It's kinda cool, whatever is filming, movie, tv, commercial, whatever, they have to post signs saying what and when they are filming. A couple of days ago we saw them filming a Kevin Bacon scene of The Following...13 year old me would've had a conniption fit over this! I lost count of how many times I saw Footloose in the theatre...
Soooooo, we did sort of scout it out today, but none of the trailers had Tom Selleck or his characters name so I started to let it go. Then around 7:30 or so, coming home from dinner we saw all the lights on...we walked right through the middle of all of the hubbub before we saw Donnie Wahlberg standing right there. I had probably rubbed elbows with him. We watched for a bit and it was pretty interesting. It is totally insane how many people, how much equipment, and how much time goes into just one scene. After a bit of seeing that the New Kid seemed like a nice guy we headed back to the apartment.

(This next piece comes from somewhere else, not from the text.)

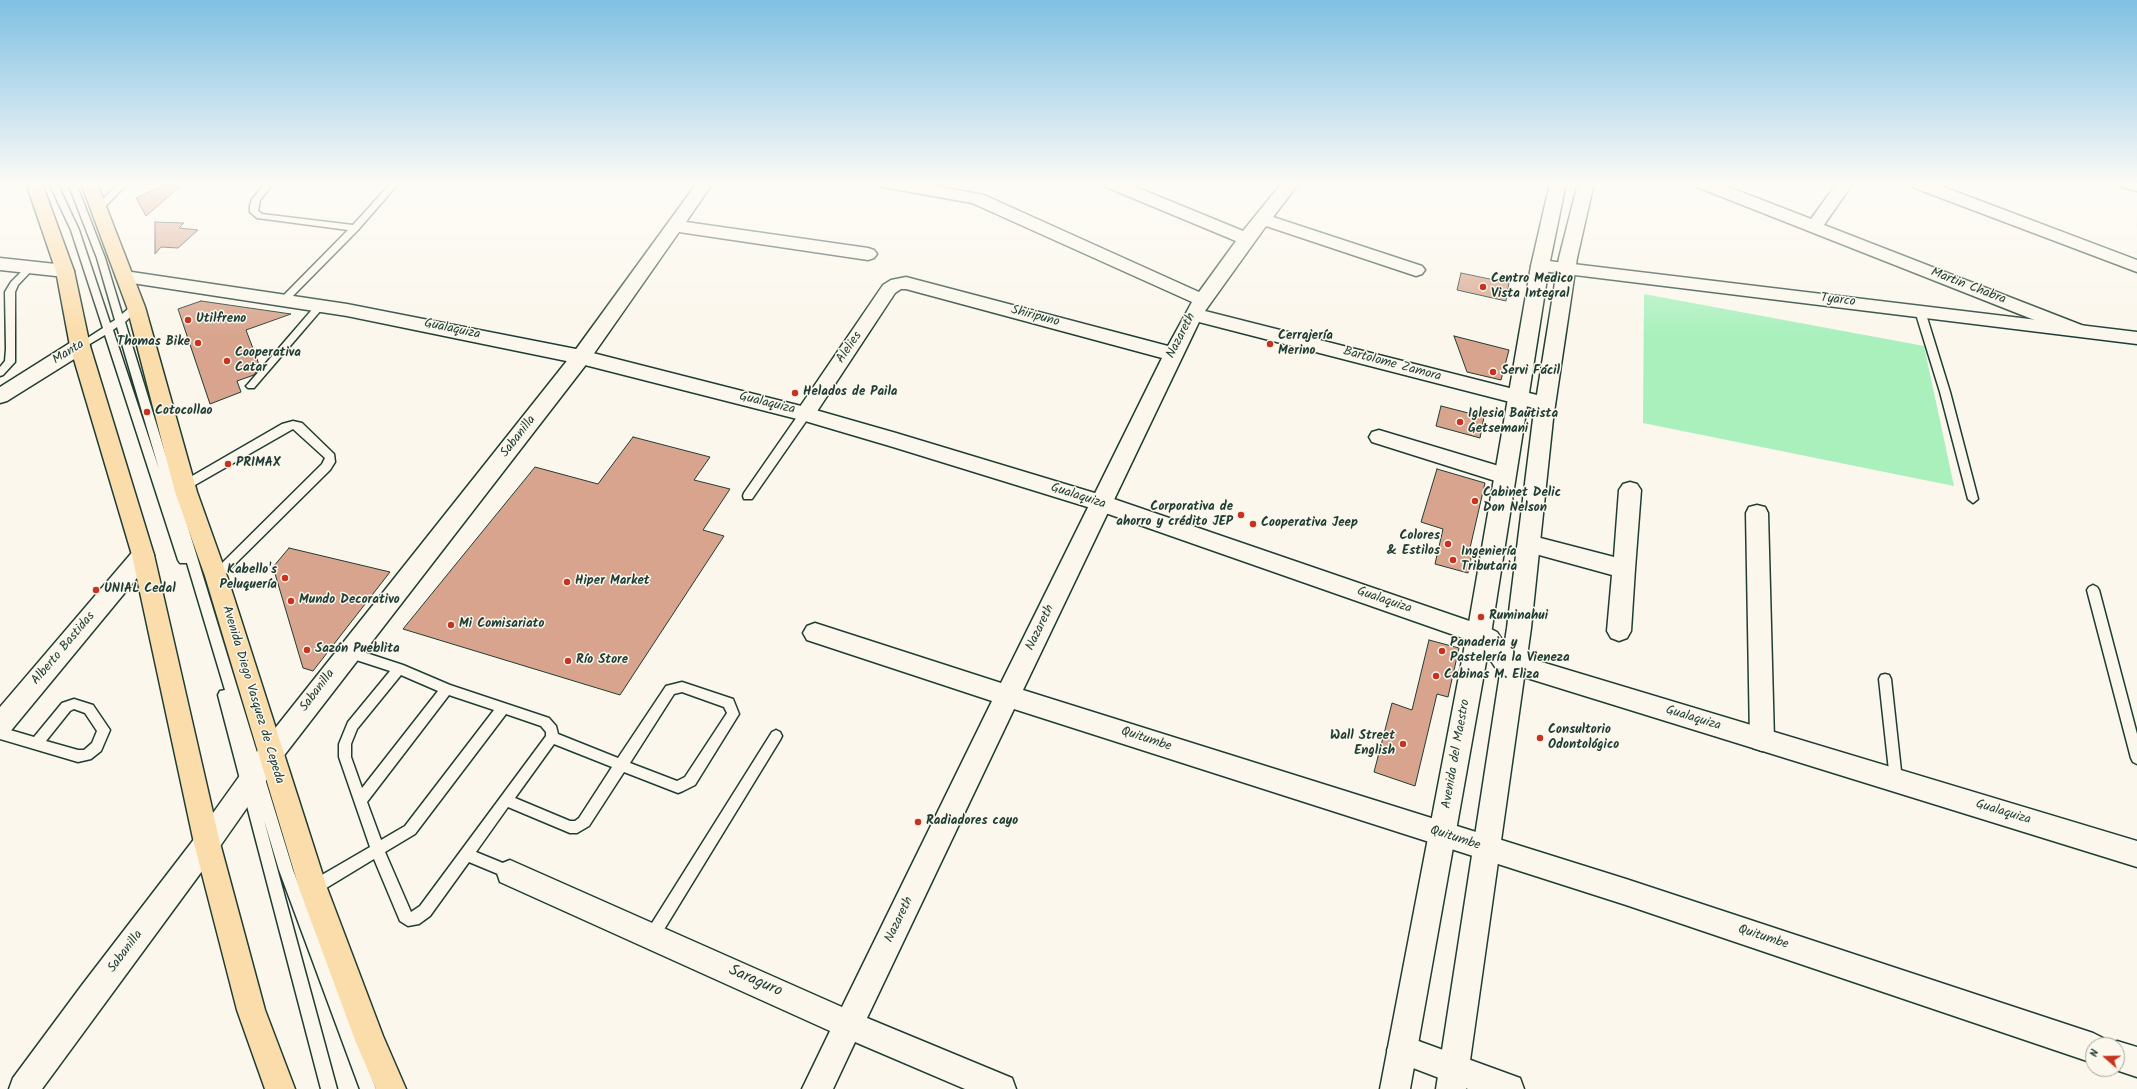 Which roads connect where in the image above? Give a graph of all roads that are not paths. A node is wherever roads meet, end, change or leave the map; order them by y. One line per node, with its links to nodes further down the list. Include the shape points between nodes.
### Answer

Here's where the fun happens. It's 11:30 and time to take the dogs out for one last break. Off we go. They are STILL filming. We walk the dogs and then head back ... The side of the street they are filming is full of crew and extras and lighting and cords of all shapes and sizes...no one was keeping people away so I tell Tom that I'm gonna get closer and take a photo of the whole production of it all. I'm seriously right there behind the director, I'm futzing with my phone trying to make sure that the flash is off so that I don't disrupt their filming and then I hear it. "Uh oh." I look up wondering what might have happened and I see The Business Man, out of his leash, running into the middle of it all. Yes. Yes he did. The assistant director reaches for him all that is running through my head is: "pleasedon'tbitehim! pleasedon'tbitehim! pleasedon'tbitehim!" And then the squealing, squirming, and yes, biting begins. The poor man can't grab him because The Business Man is on his back wriggling and snapping and screeching like a howler monkey with a microphone. I'm trying to get him but there is so much equipment that I'm trying to lean around. From there it was a blur. I somehow snatched him up and practically ran across the street i was so embarrassed. I had so wanted to be the cool New Yorker and instead I was the starstruck hayseed from Texas!
Once I regained composure I calmly walked back across the street, leaving my ill behaved dog with Tom, and apologized to the asst. director. I asked if he got bit and he VERY nicely assured me that he was fine and that he was just worried that my (hideous) dog would run into the street. Some other crew member said "I didn't know if it was a dog or a monkey!" The director had turned around and was laughing. So apparently we didn't ruin anything.
But it's time for the Beverly Hillbillies to return to Texas.